Reputation: 1018
Difficult to sum up the question in one sentence. It's easier to show you what I want. I have the following response of a Solr query:
{
.....
},
"facet_counts":{
"facet_queries":{},
"facet_fields":{
"city":[
"New York",23258,
"Los Angeles",13322,
"Paris",1189]},
"facet_ranges":{},
"facet_intervals":{},
"facet_heatmaps":{}}}
I use GSON to parse this JSON data and get a JsonArray containing the array "city". That contains alternating elements for the field name (key) and the corresponding value. So e.g. we have 13322 hits for "Los Angeles". I want to iterate over this array to get out the key=value pairs it contains.
I can think of a number of simple solutions for this task, for example
boolean isKey = true;
String key;
String val;
for(JsonElement je : facetMT) {
if(isKey) {
key = je.getAsString();
isKey = false;
} else {
val = je.getAsString();
resultMap.add(key,val);
isKey = true;
}
}
Or any other way to distinguish the odd and even elements, like checking for divisibility by 2.
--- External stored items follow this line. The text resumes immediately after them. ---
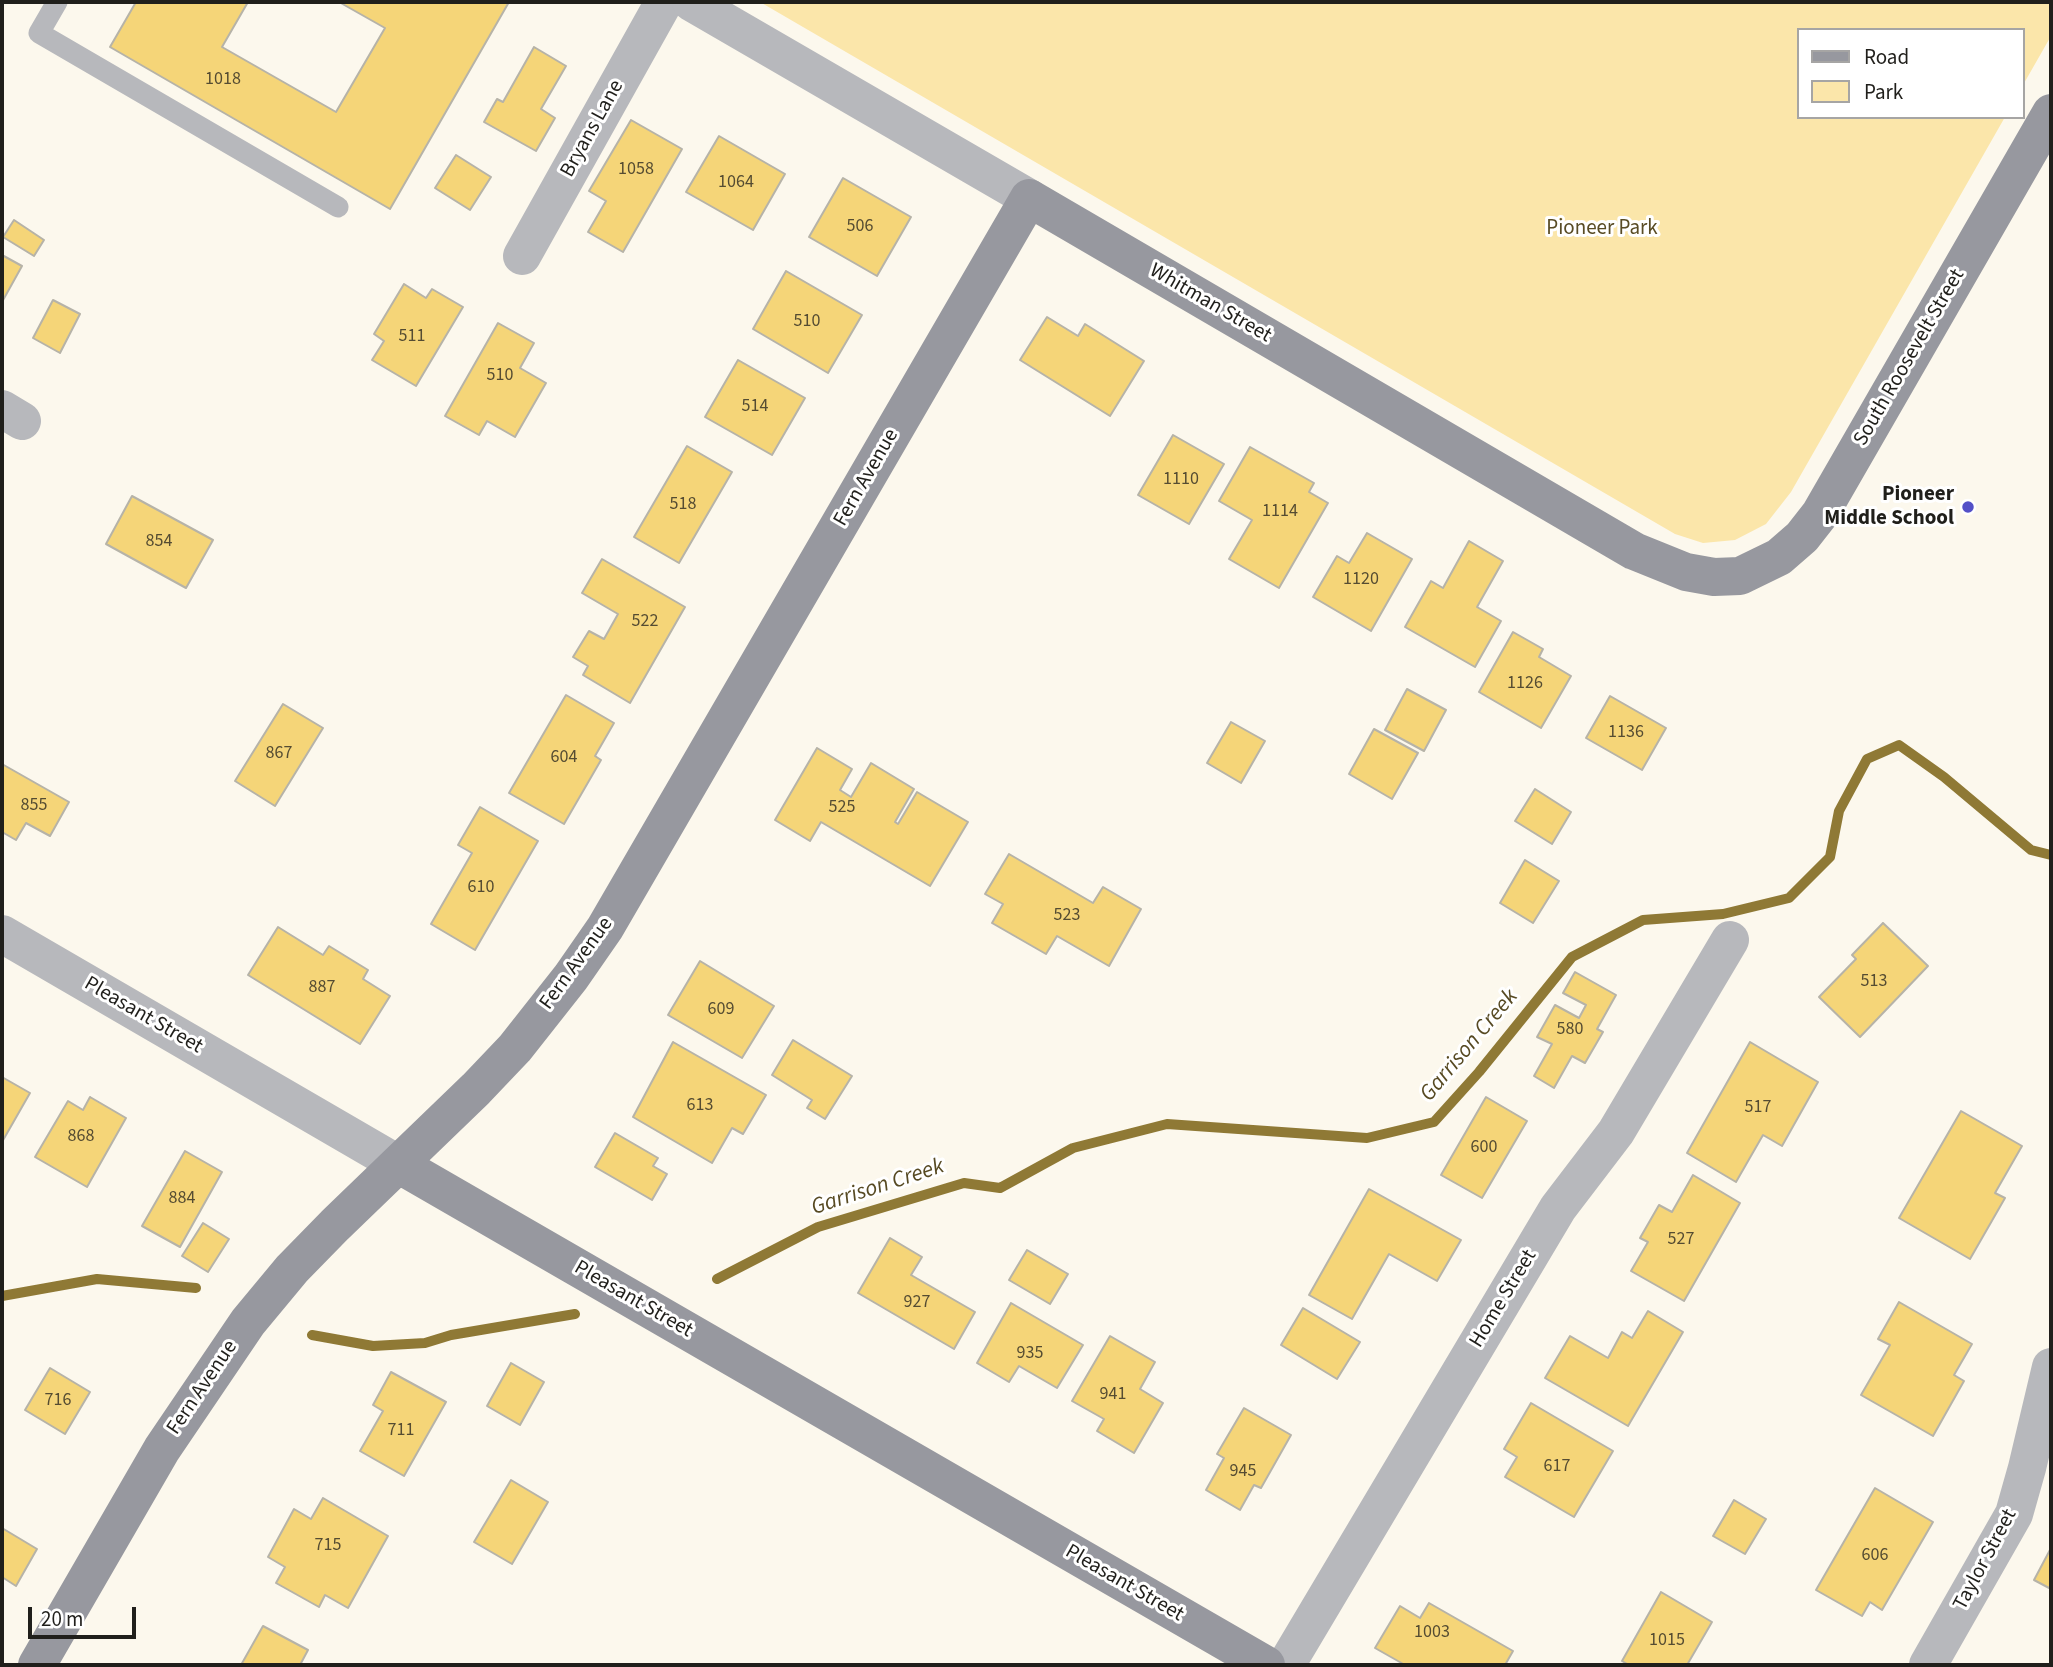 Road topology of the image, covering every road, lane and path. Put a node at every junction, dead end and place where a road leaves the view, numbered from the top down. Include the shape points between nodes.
1 (57, 2) edge
2 (664, 2) edge
3 (691, 2) edge
4 (2051, 113) edge
5 (1029, 198) junction
6 (338, 207) dead end
7 (522, 256) dead end
8 (1740, 576) joint
9 (2, 934) edge
10 (1730, 940) dead end
11 (398, 1164) junction
12 (2051, 1367) edge
13 (2039, 1475) edge
14 (37, 1665) edge
15 (1266, 1665) edge
16 (1286, 1665) edge
17 (1928, 1665) edge

1 - 6 lane via 39,33
2 - 7 street, Bryans Lane
3 - 5 street, Whitman Street
4 - 8 main road, South Roosevelt Street via 1819,514 1779,557
5 - 8 main road, Whitman Street via 1634,551 1686,572
5 - 11 main road, Fern Avenue via 605,928 515,1048
9 - 11 street, Pleasant Street
10 - 16 street, Home Street via 1616,1132 1558,1208
11 - 14 main road, Fern Avenue via 292,1269 248,1322 162,1449
11 - 15 main road, Pleasant Street
12 - 13 street, Taylor Street
13 - 17 street, Taylor Street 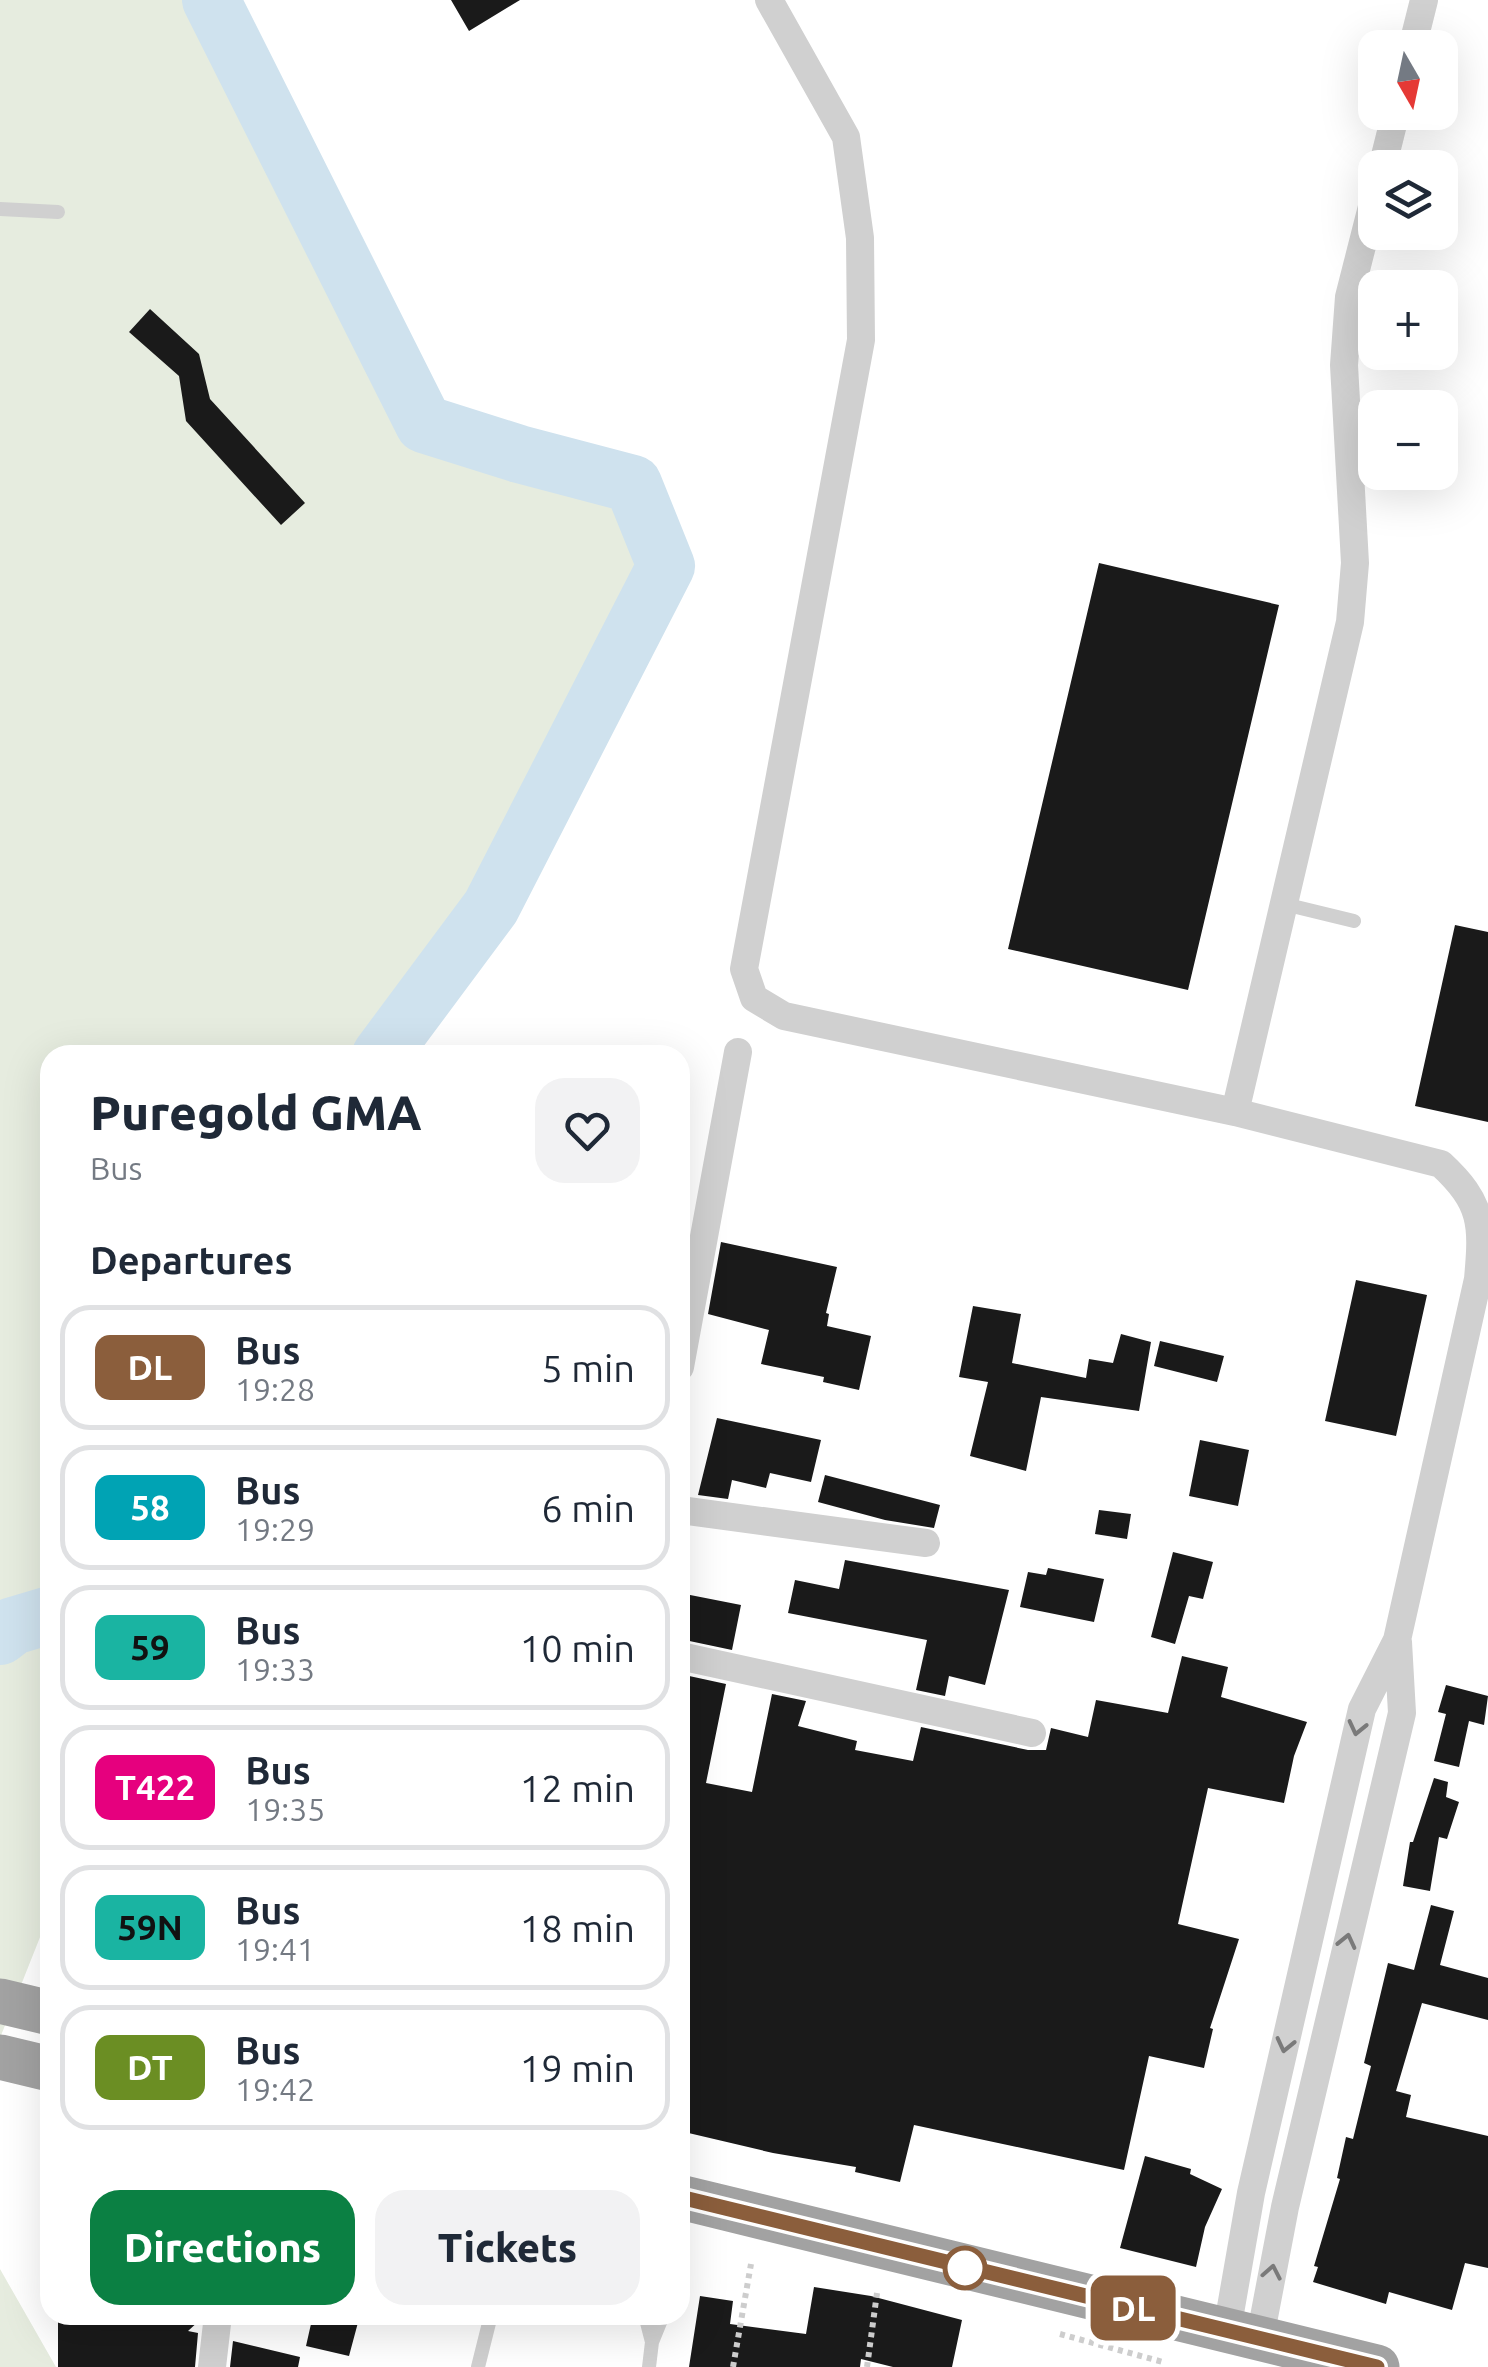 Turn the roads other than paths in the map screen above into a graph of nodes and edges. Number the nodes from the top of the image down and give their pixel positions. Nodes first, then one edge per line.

But that feels crude. I'm sure Java has some other, elegant way to do this, like working with an iterator and skipping every other element. But I'm not good enough in Java to know how to do that, or any other supersmart way.
Any suggestions, or should I just go with the crude code?
Upvotes: 0
Views: 593
Reputation: 124275
If you are sure that array will always have even amount of elements you can use two of them in one iteration like
Iterator<JsonElement> it = facetMT.iterator();
while (it.hasNext()) {
// iterate over two elements
resultMap.put(it.next().getAsString(), it.next().getAsString());
}
But to be honest proper answer would be enforcing results in form of array of objects like
"city":[
{"cityName":"New York", "amount":23258},
{"cityName":"Los Angeles", "amount":13322},
{"cityName":"Paris", "amount":1189}
]
instead of what you have now
"city":[
"New York",23258,
"Los Angeles",13322,
"Paris",1189
]
This way your code could look like:
for (JsonElement jsonElement : facetMT) {
JsonObject obj = (JsonObject)jsonElement;
resultMap.put(obj.get("cityName").getAsString(),
obj.get("amount").getAsString());
}
Upvotes: 1
Reputation: 18235
If you're sure about the length of the array then you should read twice at one:
for(int i = 0; i < facetMT.size() - 1; i = i + 2) {
JsonElement key = facetMT.get(i).getAsString();
JsonElement value= facetMT.get(i + 1).getAsString();
resultMap.add(key,val);
}
Note the i < facetMT.size() - 1
condition to avoid IndexOutOfBoundsException
Upvotes: 2
Reputation: 1612
In this case use for loop with indexes
For(int i=0;i<... FaceMT[i]= altered value.